(STORED DATA)

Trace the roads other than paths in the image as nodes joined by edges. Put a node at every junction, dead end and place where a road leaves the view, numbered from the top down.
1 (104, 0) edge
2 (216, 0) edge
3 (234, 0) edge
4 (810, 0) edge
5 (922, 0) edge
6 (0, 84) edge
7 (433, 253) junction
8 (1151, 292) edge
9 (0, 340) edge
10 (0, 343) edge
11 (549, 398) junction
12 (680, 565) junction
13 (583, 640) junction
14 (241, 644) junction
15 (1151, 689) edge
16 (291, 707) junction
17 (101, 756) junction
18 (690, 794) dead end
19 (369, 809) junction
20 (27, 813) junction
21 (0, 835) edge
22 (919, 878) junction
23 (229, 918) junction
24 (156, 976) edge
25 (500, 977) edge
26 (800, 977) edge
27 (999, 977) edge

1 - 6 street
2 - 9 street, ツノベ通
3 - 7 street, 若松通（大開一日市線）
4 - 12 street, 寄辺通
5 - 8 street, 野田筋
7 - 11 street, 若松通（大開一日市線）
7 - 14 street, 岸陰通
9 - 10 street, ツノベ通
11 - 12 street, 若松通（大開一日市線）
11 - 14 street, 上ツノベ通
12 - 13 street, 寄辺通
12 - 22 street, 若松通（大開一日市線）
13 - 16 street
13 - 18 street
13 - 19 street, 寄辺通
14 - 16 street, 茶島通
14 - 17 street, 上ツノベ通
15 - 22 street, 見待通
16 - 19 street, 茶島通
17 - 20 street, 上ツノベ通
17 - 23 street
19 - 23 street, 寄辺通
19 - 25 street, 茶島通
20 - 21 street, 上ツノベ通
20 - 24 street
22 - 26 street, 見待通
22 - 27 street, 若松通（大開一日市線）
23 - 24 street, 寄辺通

(End STORED DATA)

## [YOUR TASK]
Copy each line containing the word "大開一日市線" from the data.

## [YOUR RESPONSE]
3 - 7 street, 若松通（大開一日市線）
7 - 11 street, 若松通（大開一日市線）
11 - 12 street, 若松通（大開一日市線）
12 - 22 street, 若松通（大開一日市線）
22 - 27 street, 若松通（大開一日市線）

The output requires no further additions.